## Stored items
· · · ·

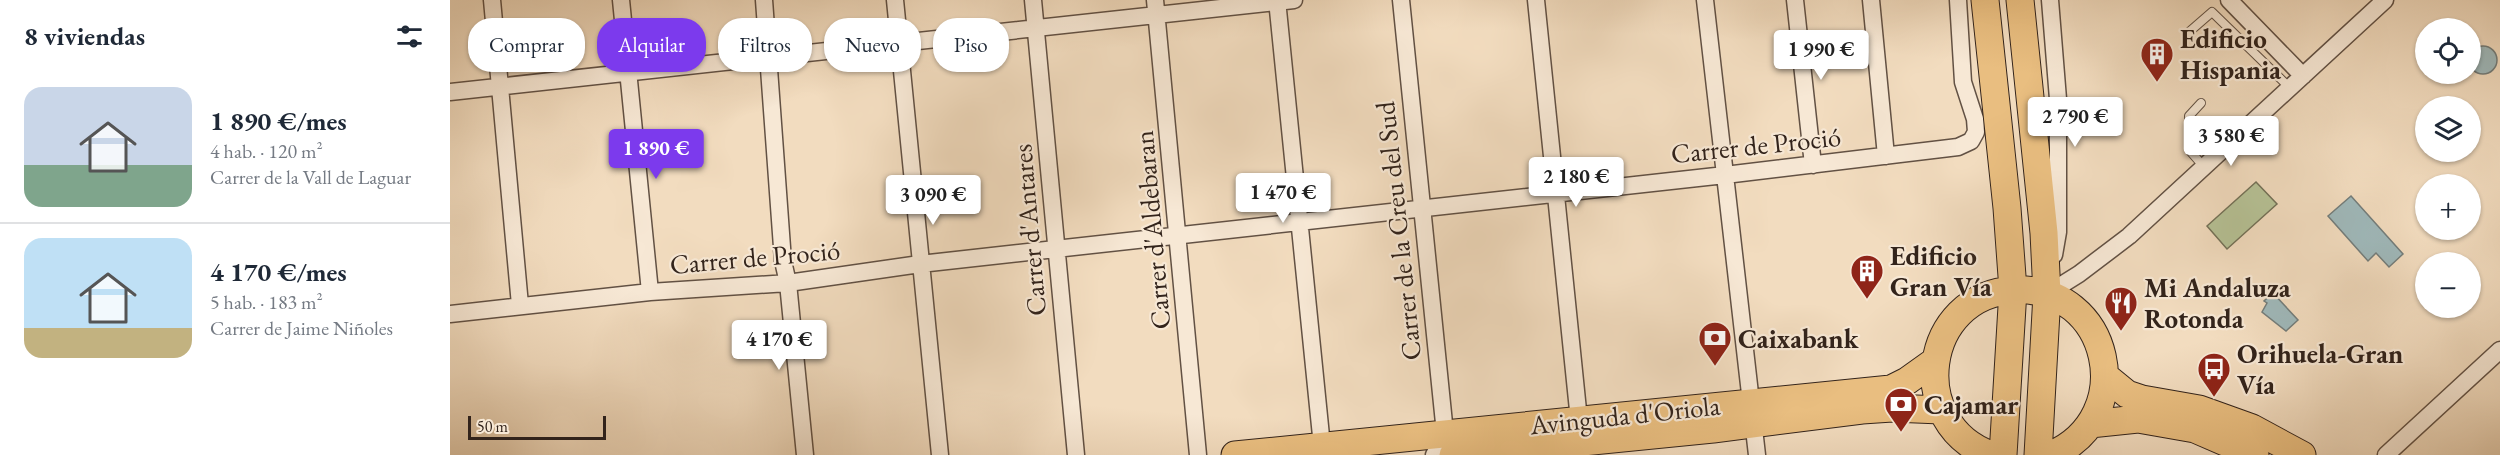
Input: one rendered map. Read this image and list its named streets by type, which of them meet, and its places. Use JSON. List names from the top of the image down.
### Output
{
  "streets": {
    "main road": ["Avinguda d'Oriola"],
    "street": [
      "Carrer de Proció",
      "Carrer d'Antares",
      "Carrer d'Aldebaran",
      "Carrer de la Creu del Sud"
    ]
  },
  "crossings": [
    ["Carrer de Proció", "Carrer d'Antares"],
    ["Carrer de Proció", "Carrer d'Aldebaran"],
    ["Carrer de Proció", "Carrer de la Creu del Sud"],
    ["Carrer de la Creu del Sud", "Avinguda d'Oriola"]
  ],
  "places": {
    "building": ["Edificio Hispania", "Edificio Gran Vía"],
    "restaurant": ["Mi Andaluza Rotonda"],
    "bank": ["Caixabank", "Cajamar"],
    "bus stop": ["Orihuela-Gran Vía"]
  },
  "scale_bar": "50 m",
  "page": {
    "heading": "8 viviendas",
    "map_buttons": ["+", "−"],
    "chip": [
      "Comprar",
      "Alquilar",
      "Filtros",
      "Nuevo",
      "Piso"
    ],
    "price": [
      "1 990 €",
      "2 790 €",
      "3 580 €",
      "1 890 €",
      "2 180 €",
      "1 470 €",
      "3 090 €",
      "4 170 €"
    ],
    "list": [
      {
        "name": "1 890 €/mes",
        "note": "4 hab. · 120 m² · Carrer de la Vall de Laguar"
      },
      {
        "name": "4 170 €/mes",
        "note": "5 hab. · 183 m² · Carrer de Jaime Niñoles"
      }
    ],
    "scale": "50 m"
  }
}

· · · ·

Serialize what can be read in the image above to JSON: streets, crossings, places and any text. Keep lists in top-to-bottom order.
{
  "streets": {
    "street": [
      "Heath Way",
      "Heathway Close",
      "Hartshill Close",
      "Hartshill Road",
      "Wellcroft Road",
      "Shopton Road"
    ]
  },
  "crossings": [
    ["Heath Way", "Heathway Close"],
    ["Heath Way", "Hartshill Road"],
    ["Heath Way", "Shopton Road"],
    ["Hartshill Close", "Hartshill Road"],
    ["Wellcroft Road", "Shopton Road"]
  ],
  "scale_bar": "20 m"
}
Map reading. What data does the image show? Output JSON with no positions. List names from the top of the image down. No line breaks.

· · · ·

## EXERCISE AIM
Give the number of lines in the records above that contain the word "down", and nothing more.

## TASK RESULT
2